> [Information given]:
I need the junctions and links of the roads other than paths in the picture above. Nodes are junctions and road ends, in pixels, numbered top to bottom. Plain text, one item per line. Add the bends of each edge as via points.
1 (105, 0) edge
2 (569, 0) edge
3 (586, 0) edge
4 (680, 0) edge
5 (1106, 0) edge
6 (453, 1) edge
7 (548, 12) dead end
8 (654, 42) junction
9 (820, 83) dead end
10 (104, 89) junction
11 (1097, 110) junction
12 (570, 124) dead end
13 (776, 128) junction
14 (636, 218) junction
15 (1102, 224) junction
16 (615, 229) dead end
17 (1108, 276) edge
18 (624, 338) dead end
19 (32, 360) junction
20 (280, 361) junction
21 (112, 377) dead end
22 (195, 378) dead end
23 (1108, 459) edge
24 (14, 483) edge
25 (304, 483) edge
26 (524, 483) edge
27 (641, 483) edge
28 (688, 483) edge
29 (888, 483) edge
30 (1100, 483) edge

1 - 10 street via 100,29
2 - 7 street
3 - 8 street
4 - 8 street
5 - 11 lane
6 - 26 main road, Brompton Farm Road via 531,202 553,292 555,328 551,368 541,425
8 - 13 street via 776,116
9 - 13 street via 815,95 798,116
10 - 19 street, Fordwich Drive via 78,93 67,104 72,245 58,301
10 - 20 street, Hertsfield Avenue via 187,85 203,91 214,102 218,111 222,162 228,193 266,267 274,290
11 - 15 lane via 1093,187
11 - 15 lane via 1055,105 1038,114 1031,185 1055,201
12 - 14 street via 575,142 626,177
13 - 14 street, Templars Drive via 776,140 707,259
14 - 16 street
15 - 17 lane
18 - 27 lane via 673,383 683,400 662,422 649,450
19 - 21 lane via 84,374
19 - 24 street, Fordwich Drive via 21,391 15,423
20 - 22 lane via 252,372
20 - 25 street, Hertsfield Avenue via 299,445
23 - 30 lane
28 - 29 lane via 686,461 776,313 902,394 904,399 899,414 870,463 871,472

> [Problem to solve]:
Print the entries exactly. Include every one.

> [Task response]:
I need the junctions and links of the roads other than paths in the picture above. Nodes are junctions and road ends, in pixels, numbered top to bottom. Plain text, one item per line. Add the bends of each edge as via points.
1 (105, 0) edge
2 (569, 0) edge
3 (586, 0) edge
4 (680, 0) edge
5 (1106, 0) edge
6 (453, 1) edge
7 (548, 12) dead end
8 (654, 42) junction
9 (820, 83) dead end
10 (104, 89) junction
11 (1097, 110) junction
12 (570, 124) dead end
13 (776, 128) junction
14 (636, 218) junction
15 (1102, 224) junction
16 (615, 229) dead end
17 (1108, 276) edge
18 (624, 338) dead end
19 (32, 360) junction
20 (280, 361) junction
21 (112, 377) dead end
22 (195, 378) dead end
23 (1108, 459) edge
24 (14, 483) edge
25 (304, 483) edge
26 (524, 483) edge
27 (641, 483) edge
28 (688, 483) edge
29 (888, 483) edge
30 (1100, 483) edge

1 - 10 street via 100,29
2 - 7 street
3 - 8 street
4 - 8 street
5 - 11 lane
6 - 26 main road, Brompton Farm Road via 531,202 553,292 555,328 551,368 541,425
8 - 13 street via 776,116
9 - 13 street via 815,95 798,116
10 - 19 street, Fordwich Drive via 78,93 67,104 72,245 58,301
10 - 20 street, Hertsfield Avenue via 187,85 203,91 214,102 218,111 222,162 228,193 266,267 274,290
11 - 15 lane via 1093,187
11 - 15 lane via 1055,105 1038,114 1031,185 1055,201
12 - 14 street via 575,142 626,177
13 - 14 street, Templars Drive via 776,140 707,259
14 - 16 street
15 - 17 lane
18 - 27 lane via 673,383 683,400 662,422 649,450
19 - 21 lane via 84,374
19 - 24 street, Fordwich Drive via 21,391 15,423
20 - 22 lane via 252,372
20 - 25 street, Hertsfield Avenue via 299,445
23 - 30 lane
28 - 29 lane via 686,461 776,313 902,394 904,399 899,414 870,463 871,472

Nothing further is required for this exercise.